Blockspace as a Commodity

Kishin Kato @ Trustless Services K.K. · May 18, 2022

The Two Bitcoin Commodities

Yesterday, I read Mario Gibney’s fresh conceptualization of Bitcoin as a producer of two separate goods: BTC and blockspace.

The value proposition of BTC has been clear for years: scarce, uncensorable, predictable money, with a sprinkle of demand as payment for blockspace.

Rather, it is the framing of blockspace as a commodity that is interesting, as Mario puts it: “it has its own value independent of the asset BTC.”

How to value blockspace

Bitcoin miners produce blockspace for a subsidy of newly issued BTC and transaction fees paid by users. Since the subsidy is paid regardless of the amount of transactions filling the block, the fees are the only payment made for blockspace.

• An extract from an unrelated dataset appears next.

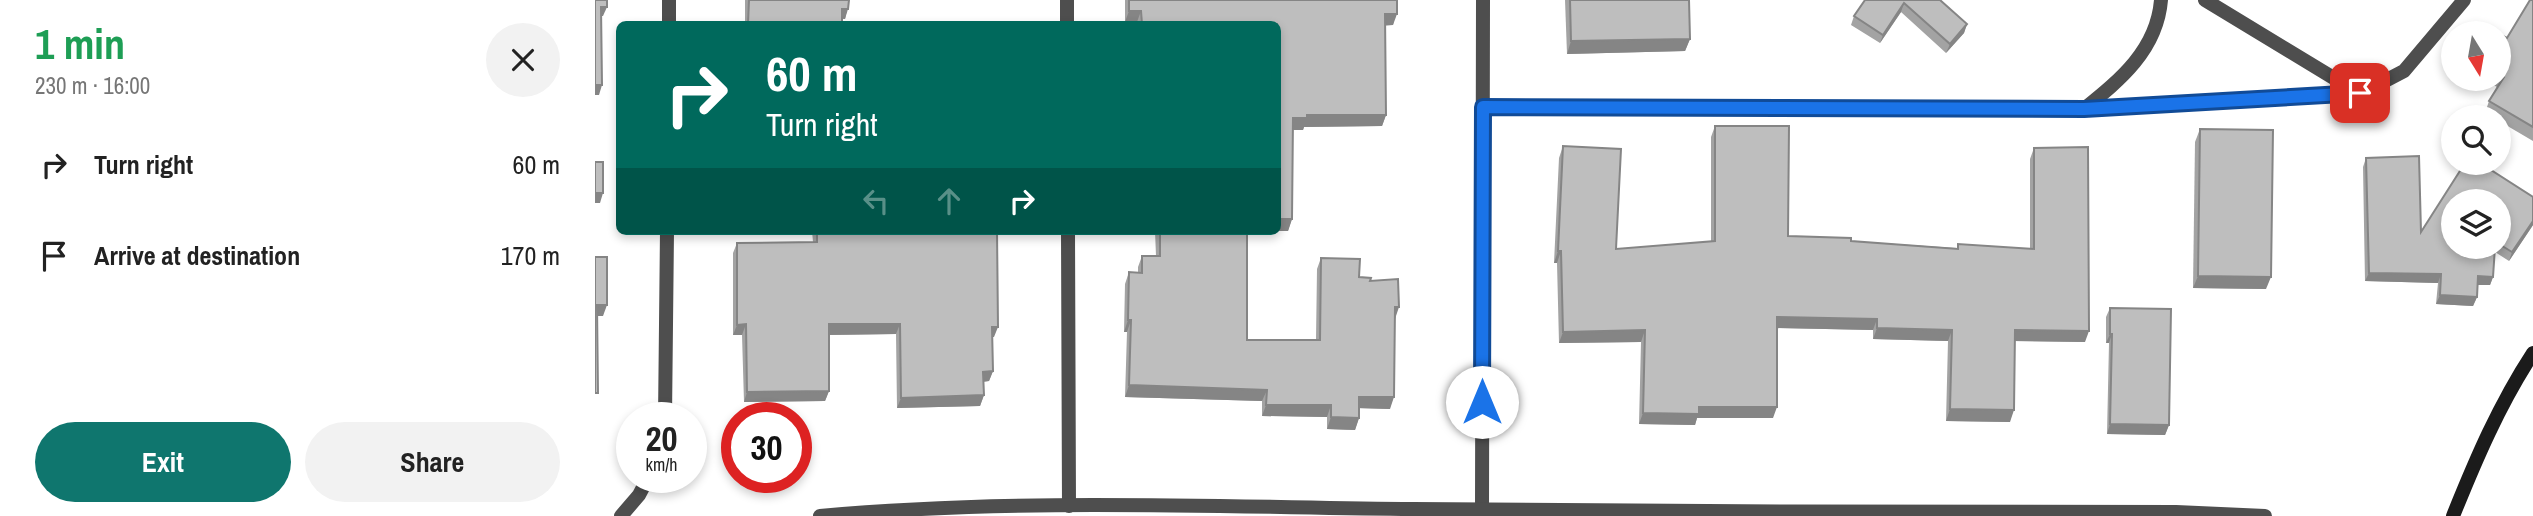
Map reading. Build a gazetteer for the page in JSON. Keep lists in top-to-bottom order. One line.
{"north":"bottom","page":{"heading":["1 min","230 m · 16:00"],"turn":["60 m","Turn right"],"list":[{"name":"Turn right","value":"60 m"},{"name":"Arrive at destination","value":"170 m"}],"speed":"20 km/h","limit":"30","buttons":["Exit","Share"]}}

It is also trivial that if a transaction gets included for 1 sat/vbyte, 1 vbyte of blockspace is valued at 1 sat or less at that time.

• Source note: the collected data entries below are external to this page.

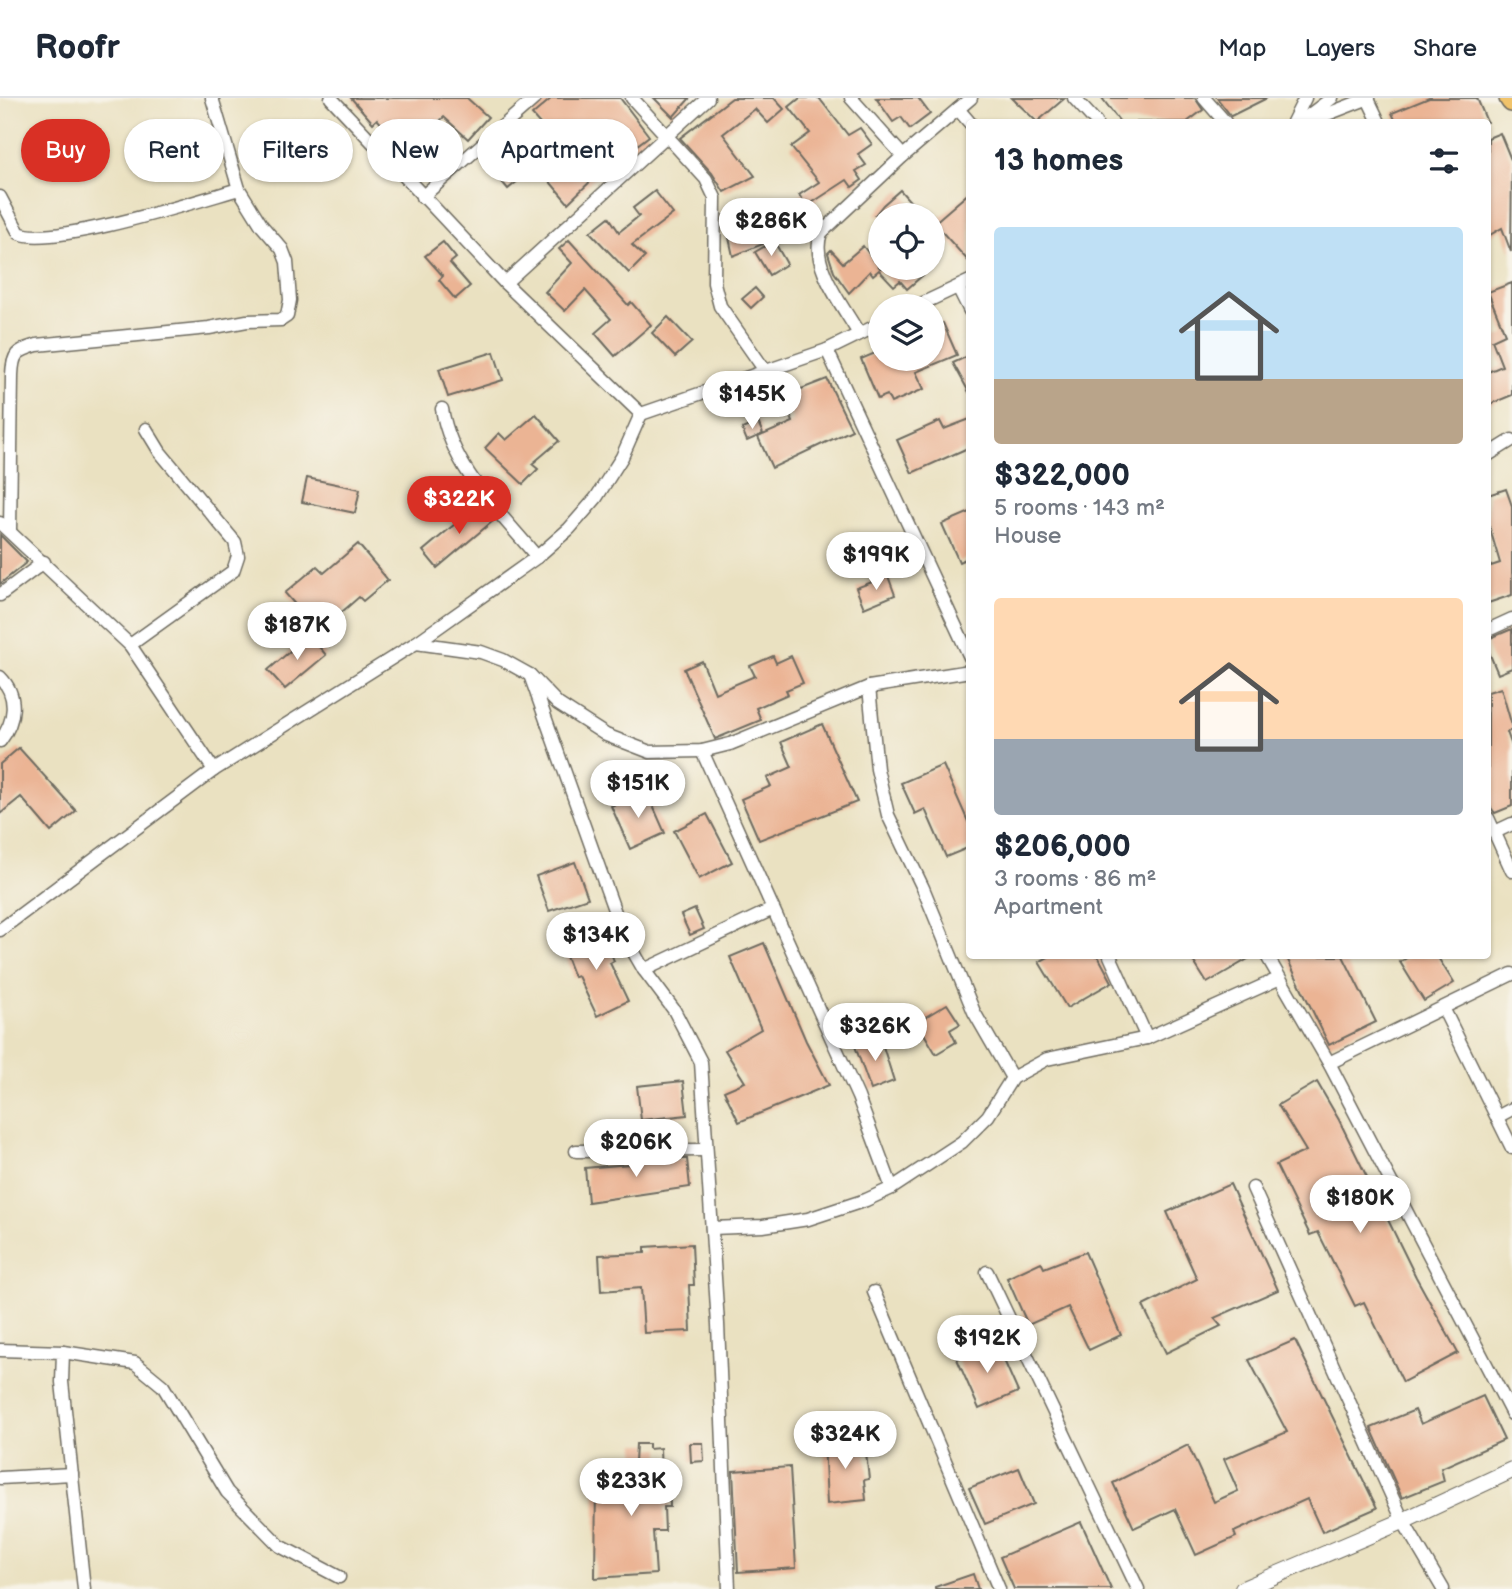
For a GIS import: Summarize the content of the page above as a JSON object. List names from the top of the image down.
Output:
{
  "page": {
    "header": "Roofr",
    "nav": ["Map", "Layers", "Share"],
    "chip": [
      "Buy",
      "Rent",
      "Filters",
      "New",
      "Apartment"
    ],
    "heading": "13 homes",
    "price": [
      "$286K",
      "$145K",
      "$322K",
      "$199K",
      "$187K",
      "$151K",
      "$134K",
      "$326K",
      "$206K",
      "$180K",
      "$192K",
      "$324K",
      "$233K"
    ],
    "list": [
      {
        "name": "$322,000",
        "note": "5 rooms · 143 m² · House"
      },
      {
        "name": "$206,000",
        "note": "3 rooms · 86 m² · Apartment"
      }
    ]
  }
}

Blockspace as a commodity has some interesting characteristics. One is its inelastic supply; production cannot respond to changes in demand. Additionally, it cannot be preserved, and must be used when purchased. You cannot include new transactions in old blocks, no matter how empty they were!

Therefore, the price of blockspace is fundamentally volatile, and lack of demand can cause the it to remain at near-zero levels, as we have seen lately. Even during bull markets, we see long periods of low prices occasionally broken by spikes to 100+ sats/vbyte.

Can we profit from this volatility?

This volatility raises a question: could we purchase blockspace when it is cheap and use it when it is expensive?

Intuitively, this seems impossible. Payment for some blockspace and its use (inclusion of a transaction) have an atomic relationship. However, with a little creativity, there is a way. If the UTXO created by a transaction represents a future opportunity, you could preserve its utility for later.

In the current Lightning Network, channels must provide proof of a funding UTXO on-chain as a spam filter when announcing their existence or updating their fee. Nothing prevents you from creating funding UTXOs in advance and announcing the channel at a later time.

Of course, there is little point in doing this. If you are locking up your funds in the first place, why not just announce the channel? In order for the UTXO to represent future opportunity, we need to be able to open a channel with whomever we want at a later time.

We can achieve this by separating the concepts of funding UTXO owner and channel operator, something made possible by BSCCO and channels that do not rely on HTLCs on Bitcoin to function. High on-chain fees keeping you from opening a channel? No problem, just lease a UTXO and set up a BSCCO channel with a willing peer, no on-chain interaction needed.

Long-term implications

In recent conversations regarding Bitcoin’s long-term security, a repeated concern raised by critics is if demand for blockspace will be sufficient. Low miner compensation can result in malicious miners attempting double spends, either for their own gain or for bribes.

While I believe that we will simply learn to wait for as many confirmations as necessary based on the situation, just as we should be doing now, UTXO leasing schemes can potentially provide some baseline demand for “cheap” blockspace that can be reused in the future. This should also help ease spikes as some demand for current blockspace can instead be directed towards leasing old blockspace.

While I am unsure what percentage of low-priced blockspace demand will be added by such schemes in the distant future, I believe there are many unexplored use cases this concept can enable. I hope that such schemes will further ease the concerns some may have regarding Bitcoin’s sustainability decades in the future.